The Suitcase Chute

## Question:

A 40 lb suitcase slides from rest down a 20 foot smooth ramp with a incline of 30 degrees. The foot of the ramp is 4 feet above the floor. At what horizontal distance from the foot of the ramp does the suitcase hit the floor and how long does the total trip take?

Break the problem into two parts, what happens on the slide and what happens after it leaves the slide.

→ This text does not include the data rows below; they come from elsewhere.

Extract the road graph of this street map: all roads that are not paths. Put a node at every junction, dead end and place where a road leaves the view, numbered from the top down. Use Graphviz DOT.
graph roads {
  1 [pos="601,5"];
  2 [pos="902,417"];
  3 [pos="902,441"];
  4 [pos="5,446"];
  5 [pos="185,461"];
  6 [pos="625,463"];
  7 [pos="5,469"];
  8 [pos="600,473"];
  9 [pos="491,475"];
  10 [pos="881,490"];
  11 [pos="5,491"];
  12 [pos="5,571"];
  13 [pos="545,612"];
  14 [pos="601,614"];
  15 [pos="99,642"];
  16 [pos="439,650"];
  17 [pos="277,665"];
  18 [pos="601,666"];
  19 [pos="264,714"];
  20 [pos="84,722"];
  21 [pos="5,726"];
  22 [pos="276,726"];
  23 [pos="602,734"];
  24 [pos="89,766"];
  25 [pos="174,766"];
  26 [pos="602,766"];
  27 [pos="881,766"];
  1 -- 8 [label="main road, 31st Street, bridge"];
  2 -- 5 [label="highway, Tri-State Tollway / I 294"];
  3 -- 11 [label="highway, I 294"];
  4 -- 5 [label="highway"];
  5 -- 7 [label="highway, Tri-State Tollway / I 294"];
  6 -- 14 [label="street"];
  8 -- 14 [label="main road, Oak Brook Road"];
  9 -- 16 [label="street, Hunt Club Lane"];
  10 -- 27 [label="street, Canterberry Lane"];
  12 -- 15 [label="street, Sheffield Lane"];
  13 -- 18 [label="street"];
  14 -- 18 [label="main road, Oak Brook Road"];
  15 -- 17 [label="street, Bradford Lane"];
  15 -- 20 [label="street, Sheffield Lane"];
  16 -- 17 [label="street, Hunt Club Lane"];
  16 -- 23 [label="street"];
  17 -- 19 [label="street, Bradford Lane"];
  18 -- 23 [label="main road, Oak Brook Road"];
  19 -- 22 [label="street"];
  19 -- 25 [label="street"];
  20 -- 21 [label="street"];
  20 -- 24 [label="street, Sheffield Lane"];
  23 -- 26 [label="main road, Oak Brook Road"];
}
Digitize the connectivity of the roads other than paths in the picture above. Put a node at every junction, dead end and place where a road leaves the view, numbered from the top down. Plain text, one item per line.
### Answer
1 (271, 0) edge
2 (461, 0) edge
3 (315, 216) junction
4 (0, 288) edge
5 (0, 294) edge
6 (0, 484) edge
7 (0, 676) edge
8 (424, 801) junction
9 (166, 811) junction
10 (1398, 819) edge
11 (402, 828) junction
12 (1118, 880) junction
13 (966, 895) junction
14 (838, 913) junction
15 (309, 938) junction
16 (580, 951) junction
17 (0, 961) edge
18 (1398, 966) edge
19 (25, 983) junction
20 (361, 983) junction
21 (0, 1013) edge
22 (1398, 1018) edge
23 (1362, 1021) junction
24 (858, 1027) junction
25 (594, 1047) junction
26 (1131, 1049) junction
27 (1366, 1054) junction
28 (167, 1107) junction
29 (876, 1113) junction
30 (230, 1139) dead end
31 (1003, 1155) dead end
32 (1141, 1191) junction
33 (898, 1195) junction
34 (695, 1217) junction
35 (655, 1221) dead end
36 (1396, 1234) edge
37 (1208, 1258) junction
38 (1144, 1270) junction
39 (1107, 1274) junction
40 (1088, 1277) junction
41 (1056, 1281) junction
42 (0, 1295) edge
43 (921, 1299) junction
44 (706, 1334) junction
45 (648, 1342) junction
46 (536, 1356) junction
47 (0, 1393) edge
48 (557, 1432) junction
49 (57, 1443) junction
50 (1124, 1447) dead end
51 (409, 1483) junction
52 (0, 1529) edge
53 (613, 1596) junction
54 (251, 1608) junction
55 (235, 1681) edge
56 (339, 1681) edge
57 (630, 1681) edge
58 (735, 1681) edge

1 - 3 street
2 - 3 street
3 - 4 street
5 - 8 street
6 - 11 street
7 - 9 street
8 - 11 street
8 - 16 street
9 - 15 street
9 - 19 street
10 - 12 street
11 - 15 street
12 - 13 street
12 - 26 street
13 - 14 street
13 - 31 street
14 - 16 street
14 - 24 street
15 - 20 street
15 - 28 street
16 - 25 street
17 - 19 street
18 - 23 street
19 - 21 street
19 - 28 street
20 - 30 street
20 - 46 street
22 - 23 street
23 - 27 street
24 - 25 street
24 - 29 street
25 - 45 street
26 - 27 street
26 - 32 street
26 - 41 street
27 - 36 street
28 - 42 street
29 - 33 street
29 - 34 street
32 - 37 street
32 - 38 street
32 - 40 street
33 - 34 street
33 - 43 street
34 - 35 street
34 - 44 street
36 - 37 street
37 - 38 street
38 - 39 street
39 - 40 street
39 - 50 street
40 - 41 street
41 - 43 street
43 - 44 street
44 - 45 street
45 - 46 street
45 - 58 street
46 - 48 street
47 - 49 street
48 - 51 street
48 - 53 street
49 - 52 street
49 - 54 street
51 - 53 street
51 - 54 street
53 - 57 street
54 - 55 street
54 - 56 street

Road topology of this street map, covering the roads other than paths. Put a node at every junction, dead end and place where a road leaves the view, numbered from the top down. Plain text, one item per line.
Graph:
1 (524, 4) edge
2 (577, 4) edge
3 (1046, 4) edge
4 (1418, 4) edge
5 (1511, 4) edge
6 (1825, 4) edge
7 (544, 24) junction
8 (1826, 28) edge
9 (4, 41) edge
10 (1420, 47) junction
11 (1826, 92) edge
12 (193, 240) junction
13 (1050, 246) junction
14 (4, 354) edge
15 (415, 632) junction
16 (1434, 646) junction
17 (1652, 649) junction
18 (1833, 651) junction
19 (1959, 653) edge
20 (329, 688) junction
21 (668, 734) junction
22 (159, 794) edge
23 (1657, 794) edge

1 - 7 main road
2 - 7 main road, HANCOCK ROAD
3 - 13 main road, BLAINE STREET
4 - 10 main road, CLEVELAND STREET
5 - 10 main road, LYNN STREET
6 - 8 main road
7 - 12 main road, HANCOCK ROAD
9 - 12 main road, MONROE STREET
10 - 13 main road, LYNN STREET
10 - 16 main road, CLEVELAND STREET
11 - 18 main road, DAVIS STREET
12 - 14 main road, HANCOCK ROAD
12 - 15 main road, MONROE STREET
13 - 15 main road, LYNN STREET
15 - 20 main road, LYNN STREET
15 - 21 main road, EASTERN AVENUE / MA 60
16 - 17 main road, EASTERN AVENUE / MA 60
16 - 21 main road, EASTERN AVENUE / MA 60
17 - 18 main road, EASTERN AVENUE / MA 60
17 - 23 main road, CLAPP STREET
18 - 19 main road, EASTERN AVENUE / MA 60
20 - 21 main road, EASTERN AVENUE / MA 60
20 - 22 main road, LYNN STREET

The acceleration(a) of the suitcase along the slide is the acceleration due to gravity times the sine of the incline angle, or a=32.2*sin(30)=16.1f/s/s. Starting with zero velocity, the suitcase distance(d) from the top of the slide is
d=1/2*a*t2.
At d=20ft,
40=16.1*t2, or t2=2.48s2, or t=1.58s.

Neglecting the dimensions of the suitcase so we do not have to deal with the rotation that occurs when the leading edge of the suitcase clears the slide by 1/2 its length, the velocity at the instant the suitcase leaves the slide is 16.1f/s/s*1.58s=25.44 f/s directed 30 degrees below horizontal. The vertical component of that velocity is
Vv=25.44*sin(30)=12.72f/s.
The horizontal component is
Vh=25.44*cos(30)=22.03f/s.

The vertical distance(Dv) fallen in time, t, after leaving the slide is
Dv=12.72*t+16.1*t2=4.
The time to hit the floor then is given by
4=12.72*t+16.1*t2, or 16.1*t2+12.72*t-4=0.